Книппер О. Л. - Чехову А. П., 9 апреля 1903 г.

О. Л. Книппер - А. П. Чехову

9-ое апреля утро [1903 г. Петербург]

Родной мой, не сердись, что не писала один день. Очень волновалась, была сильно утомлена, и голова болела жестоко вчера.

Два первые спектакля прошли. "На дне" - принимали неважно очень1. Пьеса не нравится большинству. Первые два акта и мы все играли почему-то вразброд. В 3-м акте Андреева так заорала, что в публике пошли истерика за истерикой, кричали: занавес! Волнение страшное. Вся зала поднялась. Было ужасно глупо. Я, сидя спиной на сцене, хохотала. Ни на минуту меня не заразили эти кликуши.

Хотя Вишневский и находит, что эти истерики спасли и пьесу и Андрееву, - я этого не нахожу, да и вряд ли кто найдет. Это было отвратительно. Ну, аплодисменты, конечно, усилились. 4-й акт играли лучше всего.

Ощущение от спектакля осталось неприятное. Все-таки какая различная публика в Москве и в Петербурге. Здесь, по-моему, более тонкая, и потому "На дне" не имело такого успеха. Зато вчера мы все отдохнули на "Дяде Ване". Во-первых, вчера днем первый раз увидели декорацию 1-го акта. Подобной красоты я еще не видывала. Ты понимаешь - я оторваться не могла! Подумай - нет боковых кулис, а просто идет сад, деревья, даль. Это удивительно. Легкость необычайная. Все деревья живые, золотистые, стволы как сделаны! Ты в восторг придешь. Решили для тебя ставить, как приедешь, чтоб ты мог полюбоваться. Я ахнула, как увидела. Молодчина Симов! Шлем ему телеграмму.
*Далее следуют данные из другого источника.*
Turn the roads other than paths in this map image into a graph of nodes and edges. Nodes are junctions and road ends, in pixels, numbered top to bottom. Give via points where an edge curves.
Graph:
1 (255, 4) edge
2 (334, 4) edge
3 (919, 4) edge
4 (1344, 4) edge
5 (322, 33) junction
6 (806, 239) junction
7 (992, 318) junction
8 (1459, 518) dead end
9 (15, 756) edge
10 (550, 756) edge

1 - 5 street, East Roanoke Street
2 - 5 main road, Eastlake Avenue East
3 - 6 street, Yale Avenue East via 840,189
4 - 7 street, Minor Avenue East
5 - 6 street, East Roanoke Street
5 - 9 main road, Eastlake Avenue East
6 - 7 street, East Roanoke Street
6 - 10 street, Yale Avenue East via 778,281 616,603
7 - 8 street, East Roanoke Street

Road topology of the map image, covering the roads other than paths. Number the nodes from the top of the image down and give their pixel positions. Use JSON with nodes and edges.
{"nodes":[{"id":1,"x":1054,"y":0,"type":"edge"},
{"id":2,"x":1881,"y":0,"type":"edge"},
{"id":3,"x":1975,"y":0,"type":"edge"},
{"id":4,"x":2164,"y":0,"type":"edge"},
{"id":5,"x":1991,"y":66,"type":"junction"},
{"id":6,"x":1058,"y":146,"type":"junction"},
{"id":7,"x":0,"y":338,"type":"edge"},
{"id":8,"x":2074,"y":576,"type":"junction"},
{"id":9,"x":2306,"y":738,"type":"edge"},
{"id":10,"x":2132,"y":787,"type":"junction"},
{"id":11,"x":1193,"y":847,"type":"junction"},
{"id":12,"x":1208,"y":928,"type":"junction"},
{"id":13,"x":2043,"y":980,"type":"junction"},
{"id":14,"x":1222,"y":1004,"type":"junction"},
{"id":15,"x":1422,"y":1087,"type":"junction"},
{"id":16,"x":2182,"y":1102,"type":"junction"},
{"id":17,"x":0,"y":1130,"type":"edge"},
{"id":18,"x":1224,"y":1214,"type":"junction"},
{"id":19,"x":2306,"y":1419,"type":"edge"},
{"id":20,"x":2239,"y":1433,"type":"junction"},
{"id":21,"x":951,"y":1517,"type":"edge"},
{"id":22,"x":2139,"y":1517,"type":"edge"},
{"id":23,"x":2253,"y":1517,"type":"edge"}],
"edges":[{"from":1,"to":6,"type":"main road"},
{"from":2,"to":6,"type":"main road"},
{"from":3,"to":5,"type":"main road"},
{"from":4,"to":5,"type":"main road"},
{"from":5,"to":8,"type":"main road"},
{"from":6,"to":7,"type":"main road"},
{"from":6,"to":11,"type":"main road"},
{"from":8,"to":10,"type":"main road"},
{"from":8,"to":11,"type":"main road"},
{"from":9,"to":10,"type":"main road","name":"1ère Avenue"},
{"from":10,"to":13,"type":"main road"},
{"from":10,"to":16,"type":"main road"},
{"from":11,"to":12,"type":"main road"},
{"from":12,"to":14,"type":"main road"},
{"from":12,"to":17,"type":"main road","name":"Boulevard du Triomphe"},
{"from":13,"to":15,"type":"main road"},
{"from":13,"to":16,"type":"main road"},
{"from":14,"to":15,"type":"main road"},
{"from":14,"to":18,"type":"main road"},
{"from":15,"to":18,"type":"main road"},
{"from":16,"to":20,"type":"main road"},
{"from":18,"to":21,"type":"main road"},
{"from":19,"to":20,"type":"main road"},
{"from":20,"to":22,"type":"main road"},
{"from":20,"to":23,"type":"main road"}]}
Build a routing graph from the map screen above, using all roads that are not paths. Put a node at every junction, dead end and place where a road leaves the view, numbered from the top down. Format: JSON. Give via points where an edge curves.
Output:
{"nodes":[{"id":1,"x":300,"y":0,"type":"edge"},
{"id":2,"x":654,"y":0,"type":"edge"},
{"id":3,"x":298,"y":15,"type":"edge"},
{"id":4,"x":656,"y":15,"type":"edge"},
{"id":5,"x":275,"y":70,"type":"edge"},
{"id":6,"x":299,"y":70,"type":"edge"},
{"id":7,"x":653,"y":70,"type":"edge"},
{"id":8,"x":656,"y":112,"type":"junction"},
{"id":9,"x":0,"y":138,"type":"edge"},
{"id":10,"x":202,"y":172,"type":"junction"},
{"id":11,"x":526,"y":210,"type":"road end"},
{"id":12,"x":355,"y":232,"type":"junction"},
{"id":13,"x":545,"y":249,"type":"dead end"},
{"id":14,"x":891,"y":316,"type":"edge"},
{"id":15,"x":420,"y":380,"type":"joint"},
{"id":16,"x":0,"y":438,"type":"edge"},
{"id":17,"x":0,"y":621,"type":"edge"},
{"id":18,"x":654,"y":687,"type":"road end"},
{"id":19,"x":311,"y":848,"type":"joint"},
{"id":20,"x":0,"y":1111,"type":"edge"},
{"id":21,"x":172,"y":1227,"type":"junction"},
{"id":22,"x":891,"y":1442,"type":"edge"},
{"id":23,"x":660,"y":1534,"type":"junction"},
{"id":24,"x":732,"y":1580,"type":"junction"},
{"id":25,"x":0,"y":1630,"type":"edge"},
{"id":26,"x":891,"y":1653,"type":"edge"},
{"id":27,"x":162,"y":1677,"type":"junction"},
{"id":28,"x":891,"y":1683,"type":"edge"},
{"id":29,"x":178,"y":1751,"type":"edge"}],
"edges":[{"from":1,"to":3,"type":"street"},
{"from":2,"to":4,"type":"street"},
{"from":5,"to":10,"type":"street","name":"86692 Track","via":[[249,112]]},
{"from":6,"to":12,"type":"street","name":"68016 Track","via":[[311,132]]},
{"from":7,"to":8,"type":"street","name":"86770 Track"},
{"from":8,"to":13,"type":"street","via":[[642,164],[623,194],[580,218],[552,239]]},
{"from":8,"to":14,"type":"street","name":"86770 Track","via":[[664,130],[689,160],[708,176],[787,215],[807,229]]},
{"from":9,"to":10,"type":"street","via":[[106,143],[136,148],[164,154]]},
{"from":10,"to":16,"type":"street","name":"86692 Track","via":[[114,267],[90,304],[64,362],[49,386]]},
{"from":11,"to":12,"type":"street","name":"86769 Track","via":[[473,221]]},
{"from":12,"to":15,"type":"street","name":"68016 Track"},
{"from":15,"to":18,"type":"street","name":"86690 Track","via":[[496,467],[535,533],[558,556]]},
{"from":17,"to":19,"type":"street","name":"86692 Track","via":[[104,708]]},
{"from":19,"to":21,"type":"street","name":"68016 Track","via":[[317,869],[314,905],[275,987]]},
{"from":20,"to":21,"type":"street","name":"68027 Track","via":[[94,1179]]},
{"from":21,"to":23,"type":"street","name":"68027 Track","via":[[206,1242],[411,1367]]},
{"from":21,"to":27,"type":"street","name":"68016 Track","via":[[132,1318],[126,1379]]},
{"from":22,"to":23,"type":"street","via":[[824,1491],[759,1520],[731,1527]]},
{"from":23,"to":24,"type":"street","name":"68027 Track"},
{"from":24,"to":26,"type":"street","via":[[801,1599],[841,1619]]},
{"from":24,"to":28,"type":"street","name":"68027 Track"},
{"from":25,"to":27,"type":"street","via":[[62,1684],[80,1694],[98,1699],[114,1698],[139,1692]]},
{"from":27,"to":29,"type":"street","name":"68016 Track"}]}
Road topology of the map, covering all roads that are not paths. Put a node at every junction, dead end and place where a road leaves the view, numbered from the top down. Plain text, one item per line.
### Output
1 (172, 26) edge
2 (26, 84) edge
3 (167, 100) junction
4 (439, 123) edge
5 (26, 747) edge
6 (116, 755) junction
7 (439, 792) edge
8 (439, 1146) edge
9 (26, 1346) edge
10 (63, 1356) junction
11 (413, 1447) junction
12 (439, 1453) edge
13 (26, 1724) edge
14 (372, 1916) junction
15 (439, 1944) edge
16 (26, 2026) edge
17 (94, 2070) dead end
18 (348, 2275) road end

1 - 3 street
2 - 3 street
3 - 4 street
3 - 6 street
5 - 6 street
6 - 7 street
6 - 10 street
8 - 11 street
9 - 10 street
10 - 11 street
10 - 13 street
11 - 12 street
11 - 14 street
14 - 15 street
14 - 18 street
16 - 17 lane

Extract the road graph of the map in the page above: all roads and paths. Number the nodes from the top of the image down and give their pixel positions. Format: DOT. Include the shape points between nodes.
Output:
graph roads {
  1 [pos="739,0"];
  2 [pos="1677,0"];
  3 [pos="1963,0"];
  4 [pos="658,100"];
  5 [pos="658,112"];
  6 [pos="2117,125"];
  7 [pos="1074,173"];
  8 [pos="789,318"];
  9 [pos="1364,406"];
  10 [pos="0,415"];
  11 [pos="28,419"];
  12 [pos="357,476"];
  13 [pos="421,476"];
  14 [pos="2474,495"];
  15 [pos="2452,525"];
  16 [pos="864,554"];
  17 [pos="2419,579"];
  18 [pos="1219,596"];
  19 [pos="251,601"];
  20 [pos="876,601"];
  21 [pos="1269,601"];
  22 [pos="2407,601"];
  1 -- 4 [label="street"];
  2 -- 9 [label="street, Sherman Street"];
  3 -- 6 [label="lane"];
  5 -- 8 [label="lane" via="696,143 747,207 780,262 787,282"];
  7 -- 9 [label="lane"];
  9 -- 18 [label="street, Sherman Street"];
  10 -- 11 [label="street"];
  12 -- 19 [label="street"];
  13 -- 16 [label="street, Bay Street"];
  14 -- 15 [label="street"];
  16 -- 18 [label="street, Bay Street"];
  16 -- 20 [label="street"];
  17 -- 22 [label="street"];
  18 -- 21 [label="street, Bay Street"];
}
Играли вчера отлично. Публика совсем иначе отнеслась, чем к "На дне". Приятно было играть. Мы все отдохнули. Мария Петровна молодцом себя чувствует.

Чюмина приветствует своих любимцев: "На дне" - Алексееву венок, мне - большое яйцо из живых красных гвоздик с розами, ландышами; и нарциссами сделана буква К. Вчера Вишневскому венок и Лилиной такое же яйцо, но розовое. Яйца ужасно милы и оригинальны.

Театр так себе2. Зрительный зал очень хорош, мебель великолепная, только отвратительны кондитерские украшения на потолке. Уборные гадкие, сырость какая-то; вообще грязно. Много курьезов в разговорах между нашими рабочими и здешними.

На второй день был у меня мой доктор Якобсон, пришел во время нашего обеда, был мил. Уверяют, что вся моя болезнь оттого, что он со мной не поехал в Ялту. И он и Штраух ужасаются, что мне Альтшуллер велел делать горячие спринцевания. Штрауха он хвалит. Говорит, что его грызли за меня в Петербурге. Так он очень приятный, но... не настоящий доктор, мне так кажется. Чинуша.

Сегодня уже началось. Должна ехать на завтрак к графине Тизенгаузен, потом на jour fixe к Чюминой. К последней идем компанией, а к первой мне тяжело идти. Исполняю долг вежливости, т. к. она была очень мила ко мне во время болезни. Может, она и хорошая, но тип для меня неприятный, кокотистый. Понаблюдаю петерб. барынь.

Послала сейчас Харкеевич билеты на 1-ый абонемент.

все туда адресуют. Просто поленился писать, сознайся, надоело? Ну, милый, еще немножко, и увидимся. Я выезжаю отсюда 24-го и 25-го буду в Москве. Не говори потом, что я не писала. Я уже это не первый раз пишу. Целую и обнимаю тебя крепко. Телеграмму послала 5-го.

Твоя Оля

Примечания

1 Пресса, как и публика, была сурова к этому спектаклю. Дав подборку отзывов петербургской прессы ("ощущение, будто вас насильно полощут в помойной яме", "ощущение какой-то духовной тошноты" и т. п.), "Театр и искусство" подытожил: "Какой диссонанс в сравнении с московским самозахлебыванием!"

2 Гастроли проходили на сцене Суворинского театра (ныне здесь помещается Большой драматический театр).